The benefit is real and used. Compared to a $7-per-month phone insurance plan from the carrier, paying your bill on the Visa Platinum and relying on this benefit saves real money over a typical 2- to 3-year phone ownership cycle. The catches: you must pay the bill with the card every month (not via debit or cash), the benefit is secondary to other insurance, and lost (not stolen, just lost) phones are not covered.
Verify current terms in the Visa Platinum benefits guide before relying on the benefit for an actual claim. Insurance terms change.
Who should and should not apply
Apply if you have a specific transferable balance or a planned large purchase and you have excellent credit. The card is unsentimental: long intro, low transfer fee, no rewards, no frills, clean tool for a specific job. U.S. Bank tends to approve at the more conservative end of major bank standards; applicants with credit scores below 720 may not get the card.

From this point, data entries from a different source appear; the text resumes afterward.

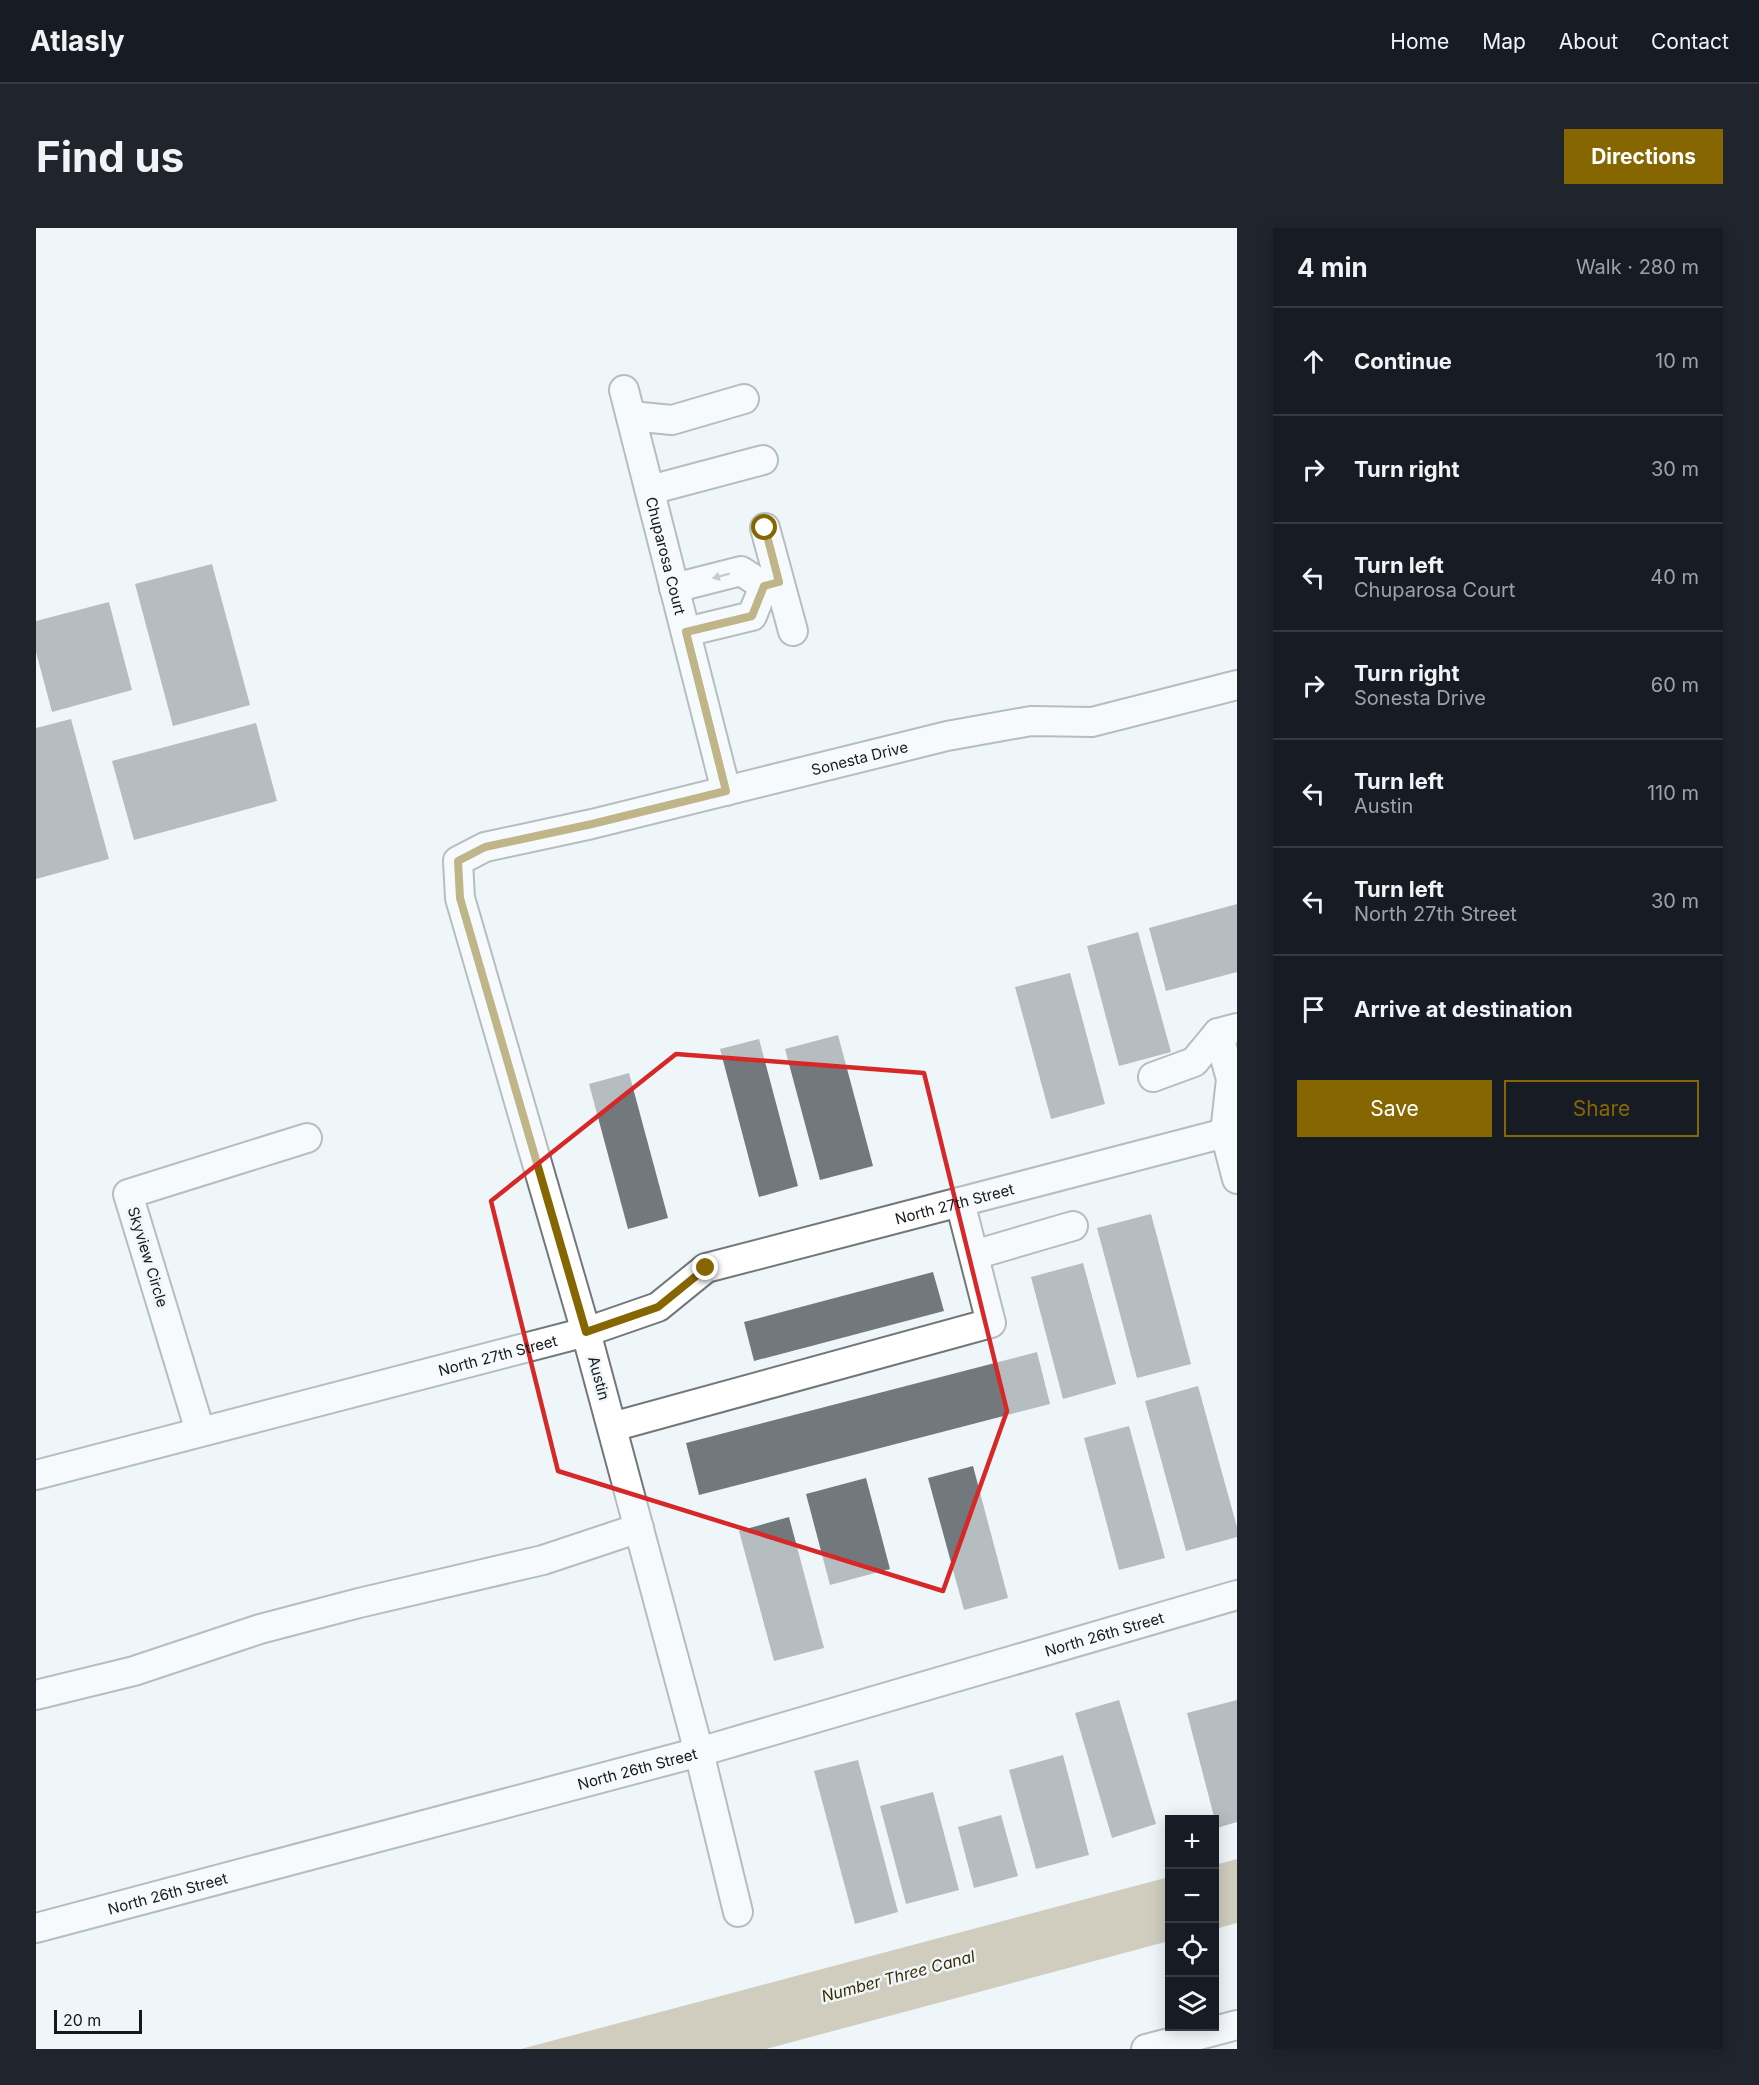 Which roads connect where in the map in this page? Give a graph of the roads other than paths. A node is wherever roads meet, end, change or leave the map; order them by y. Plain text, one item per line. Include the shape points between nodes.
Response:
1 (744, 399) dead end
2 (763, 460) dead end
3 (650, 490) junction
4 (765, 528) dead end
5 (772, 584) junction
6 (674, 588) junction
7 (793, 631) dead end
8 (686, 632) junction
9 (1237, 685) edge
10 (726, 791) junction
11 (485, 847) joint
12 (1227, 1031) edge
13 (1153, 1077) dead end
14 (1225, 1133) junction
15 (307, 1138) dead end
16 (1237, 1179) edge
17 (960, 1202) junction
18 (1073, 1226) dead end
19 (974, 1255) junction
20 (586, 1332) junction
21 (612, 1427) junction
22 (200, 1431) junction
23 (36, 1475) edge
24 (639, 1528) junction
25 (1237, 1595) edge
26 (36, 1695) edge
27 (699, 1752) junction
28 (738, 1912) dead end
29 (36, 1928) edge
30 (1237, 2025) edge
31 (1146, 2049) edge

1 - 3 street, Chuparosa Court via 672,420 628,403
2 - 3 street
3 - 6 street, Chuparosa Court
4 - 5 street
5 -> 6 street via 741,571
5 - 7 street
5 - 8 street via 752,616
6 - 8 street, Chuparosa Court
8 - 10 street, Chuparosa Court
9 - 10 street, Sonesta Drive via 1092,722 1031,721 947,736
10 - 11 street, Sonesta Drive
11 - 20 street, Austin via 458,861 460,898
12 - 13 street via 1194,1062
12 - 14 street via 1231,1079
14 - 16 street
14 - 17 street, North 27th Street
15 - 22 street, Skyview Circle via 129,1194
17 - 19 street
17 - 20 street, North 27th Street via 706,1268 658,1307
18 - 19 street
19 - 21 street via 991,1323
20 - 21 street, Austin
20 - 22 street, North 27th Street
21 - 24 street, Austin
22 - 23 street, North 27th Street
24 - 26 street via 543,1560 304,1617 134,1671
24 - 27 street, Austin
25 - 27 street, North 26th Street
27 - 28 street, Austin
27 - 29 street, North 26th Street
30 - 31 street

Do not apply if you want rewards on ongoing spend, if you travel internationally and want no foreign transaction fees, or if your credit profile is borderline. There are better fits in each of those situations. For the long-intro-plus-rewards combination see our Discover it Chrome review. For a lower APR ceiling without a long intro see the credit union options.
Compared to
Ready to apply?
Confirm the current pricing on the issuer’s page.
Card terms change. Always read the full pricing terms (the Schumer Box) before you submit. Open U.S. Bank’s product page →
Reader questions
Frequently asked questions
Is 21 billing cycles the same as 21 months?v
Roughly. A billing cycle is one statement period, typically 28 to 31 days. The intro window will be a few days longer or shorter than 21 calendar months depending on when your statement closes relative to account opening.
Does U.S. Bank’s Visa Platinum charge a foreign transaction fee?v
Verify on the issuer page. Many U.S. Bank cards do charge a foreign transaction fee at the standard 3% rate. If international use matters, choose a card explicitly marketed as no-FTF.
Can I transfer a balance from another U.S. Bank card?v
No. Like all major issuers, U.S. Bank does not allow balance transfers between its own accounts. The transferred balance must come from a non-U.S.-Bank issuer.
What happens to remaining balance after billing cycle 21?v
Any remaining balance accrues at the regular ongoing variable APR from day one of cycle 22. The ongoing APR range is published on the application page and sits at the higher end of major bank ranges. Do not plan to carry a residual balance past the intro window.
Is the cell phone protection actually useful?v
If your monthly cell bill exceeds about $50, paying it on this card and skipping the carrier insurance plan is usually positive expected value. The benefit pays up to $600 per claim with a small deductible, capped at two claims per 12 months. Verify current terms before relying on it.